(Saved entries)

- - - - -

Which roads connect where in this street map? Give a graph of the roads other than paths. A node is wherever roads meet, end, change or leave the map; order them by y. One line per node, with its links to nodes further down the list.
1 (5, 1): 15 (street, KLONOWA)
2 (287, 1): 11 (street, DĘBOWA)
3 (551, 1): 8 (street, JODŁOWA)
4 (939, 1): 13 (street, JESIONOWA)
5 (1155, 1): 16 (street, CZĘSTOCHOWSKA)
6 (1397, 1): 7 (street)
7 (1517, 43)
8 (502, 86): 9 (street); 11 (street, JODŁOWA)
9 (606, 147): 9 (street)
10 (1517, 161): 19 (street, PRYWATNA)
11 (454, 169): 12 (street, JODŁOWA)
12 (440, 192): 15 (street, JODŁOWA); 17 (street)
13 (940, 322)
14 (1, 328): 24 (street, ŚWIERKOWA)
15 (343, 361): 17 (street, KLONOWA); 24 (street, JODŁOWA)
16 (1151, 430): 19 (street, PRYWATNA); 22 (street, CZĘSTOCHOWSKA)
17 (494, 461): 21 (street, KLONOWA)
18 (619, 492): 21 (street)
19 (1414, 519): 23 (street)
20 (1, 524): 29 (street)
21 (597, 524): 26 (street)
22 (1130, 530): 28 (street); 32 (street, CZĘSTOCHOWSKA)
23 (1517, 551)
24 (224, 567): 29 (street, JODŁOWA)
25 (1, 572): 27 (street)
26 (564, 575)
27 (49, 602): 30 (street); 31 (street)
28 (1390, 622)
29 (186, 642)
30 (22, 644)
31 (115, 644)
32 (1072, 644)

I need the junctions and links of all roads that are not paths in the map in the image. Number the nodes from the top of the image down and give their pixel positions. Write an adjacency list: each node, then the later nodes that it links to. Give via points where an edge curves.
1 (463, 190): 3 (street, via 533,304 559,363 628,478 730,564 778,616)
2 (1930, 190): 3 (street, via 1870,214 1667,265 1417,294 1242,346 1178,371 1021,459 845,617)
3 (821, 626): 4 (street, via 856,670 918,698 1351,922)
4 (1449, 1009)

- - - - -

WHAT THE EXERCISE ASKS: Set down exactly the line that holds "I need the junctions" and all lines after it to the end of the data.

THE ANSWER:
I need the junctions and links of all roads that are not paths in the map in the image. Number the nodes from the top of the image down and give their pixel positions. Write an adjacency list: each node, then the later nodes that it links to. Give via points where an edge curves.
1 (463, 190): 3 (street, via 533,304 559,363 628,478 730,564 778,616)
2 (1930, 190): 3 (street, via 1870,214 1667,265 1417,294 1242,346 1178,371 1021,459 845,617)
3 (821, 626): 4 (street, via 856,670 918,698 1351,922)
4 (1449, 1009)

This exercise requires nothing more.